Fogarty is an architect who works for Group2 Architecture Engineering Ltd. in Red Deer.
Gaelic football shares similarities to Aussie Rules Football, but progressed separately. The ball is round and slightly smaller than a soccer ball.
The object is to score on the opponent, one point for sending the ball over the crossbar and three for sending it below and into the net.
The ball is advanced through a combination of kicks or hand passes, a stiking motion with the hand or fist.
Players can take four steps while possessing the ball before they must drop the ball to their foot and kick it back into their hands.
In the early stages of the season, the players will practise once a week. But as they get on with games and play, they will practise and train twice a week for two hours a night.
Fogarty said the organization, which touts itself as the largest amateur athletic association in the world, is mostly made up of ex-pats.
The Red Deer team is made up of half ex-pats and half locals who enjoy the experience.
“We don’t discriminate. We take all comers, all shapes, sizes colours and creeds,” said Fogarty.
“We’re pushing for new players at the moment.”
The ethos of amateurism is a part of the GAA, which focuses on play and not professionalism.
“It’s for people who want to get in touch with their Celtic heritage,” said Fogarty.

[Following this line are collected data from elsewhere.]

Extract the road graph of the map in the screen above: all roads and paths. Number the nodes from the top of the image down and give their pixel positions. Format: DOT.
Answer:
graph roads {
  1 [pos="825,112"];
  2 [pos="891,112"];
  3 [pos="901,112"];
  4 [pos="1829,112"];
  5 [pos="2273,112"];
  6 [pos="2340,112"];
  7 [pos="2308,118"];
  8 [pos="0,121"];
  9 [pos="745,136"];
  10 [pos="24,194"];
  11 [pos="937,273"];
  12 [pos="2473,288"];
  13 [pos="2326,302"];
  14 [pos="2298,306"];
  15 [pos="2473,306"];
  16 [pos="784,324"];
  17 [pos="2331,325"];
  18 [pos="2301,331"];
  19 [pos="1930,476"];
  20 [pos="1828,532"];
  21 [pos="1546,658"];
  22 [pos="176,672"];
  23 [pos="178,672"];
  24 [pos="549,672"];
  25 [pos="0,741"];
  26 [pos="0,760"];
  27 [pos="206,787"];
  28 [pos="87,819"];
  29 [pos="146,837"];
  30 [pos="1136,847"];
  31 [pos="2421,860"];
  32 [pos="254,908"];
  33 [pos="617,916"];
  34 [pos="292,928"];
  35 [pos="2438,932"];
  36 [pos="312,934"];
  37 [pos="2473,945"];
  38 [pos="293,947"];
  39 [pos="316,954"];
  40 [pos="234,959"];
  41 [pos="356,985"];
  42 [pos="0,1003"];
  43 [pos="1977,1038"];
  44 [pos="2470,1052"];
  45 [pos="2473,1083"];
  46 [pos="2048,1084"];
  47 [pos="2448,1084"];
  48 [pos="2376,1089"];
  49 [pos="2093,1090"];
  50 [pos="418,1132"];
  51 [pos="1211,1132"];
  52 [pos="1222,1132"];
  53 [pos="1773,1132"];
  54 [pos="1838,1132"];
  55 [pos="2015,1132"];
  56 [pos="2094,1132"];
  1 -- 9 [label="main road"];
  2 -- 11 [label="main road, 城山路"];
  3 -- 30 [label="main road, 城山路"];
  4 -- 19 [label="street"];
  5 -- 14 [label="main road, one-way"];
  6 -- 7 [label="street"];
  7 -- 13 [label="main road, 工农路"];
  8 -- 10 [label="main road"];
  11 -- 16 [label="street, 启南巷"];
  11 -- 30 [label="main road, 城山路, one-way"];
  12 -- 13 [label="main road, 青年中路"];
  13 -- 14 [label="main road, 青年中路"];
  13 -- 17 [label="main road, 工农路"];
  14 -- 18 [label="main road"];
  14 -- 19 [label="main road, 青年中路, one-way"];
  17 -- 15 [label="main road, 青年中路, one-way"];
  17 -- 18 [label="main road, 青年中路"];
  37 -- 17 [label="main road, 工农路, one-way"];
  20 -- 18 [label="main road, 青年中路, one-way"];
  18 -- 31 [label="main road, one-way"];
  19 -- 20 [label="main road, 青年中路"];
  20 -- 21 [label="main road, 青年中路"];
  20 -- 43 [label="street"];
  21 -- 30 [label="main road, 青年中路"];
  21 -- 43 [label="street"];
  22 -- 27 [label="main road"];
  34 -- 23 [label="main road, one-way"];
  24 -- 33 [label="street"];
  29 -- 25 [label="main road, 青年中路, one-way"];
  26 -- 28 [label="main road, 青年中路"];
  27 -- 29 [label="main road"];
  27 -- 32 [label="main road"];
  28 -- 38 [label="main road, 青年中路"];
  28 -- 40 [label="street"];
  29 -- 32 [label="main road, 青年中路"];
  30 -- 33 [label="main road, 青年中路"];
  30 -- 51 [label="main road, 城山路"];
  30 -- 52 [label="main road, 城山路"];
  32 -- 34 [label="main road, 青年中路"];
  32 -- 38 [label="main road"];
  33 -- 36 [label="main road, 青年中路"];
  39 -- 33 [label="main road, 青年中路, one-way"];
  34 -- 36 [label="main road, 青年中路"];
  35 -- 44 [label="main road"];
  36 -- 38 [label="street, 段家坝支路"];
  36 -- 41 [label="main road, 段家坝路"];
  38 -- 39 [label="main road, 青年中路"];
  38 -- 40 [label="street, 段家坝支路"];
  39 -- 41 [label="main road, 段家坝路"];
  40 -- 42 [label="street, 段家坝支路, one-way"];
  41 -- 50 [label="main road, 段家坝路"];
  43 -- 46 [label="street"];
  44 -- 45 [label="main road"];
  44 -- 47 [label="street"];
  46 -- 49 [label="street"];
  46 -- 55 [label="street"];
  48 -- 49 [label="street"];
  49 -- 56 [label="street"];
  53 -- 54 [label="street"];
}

The group mainly plays in the Alberta Cup, which includes teams in Fort McMurray, Calgary and Edmonton, and the Western Canadian championships, which take place after the Alberta Cup.
“It is a physical sport, it is highly enjoyable, it can be very technical and we’re able to compete with the other teams,” said Fogarty.
The local Gaelic Athletic Association is looking for both sponsors and players. People interested in the sport and cultural organization can contact the through Facebook by searching for the Éire Óg GAA Club or by email at firstname.lastname@example.org.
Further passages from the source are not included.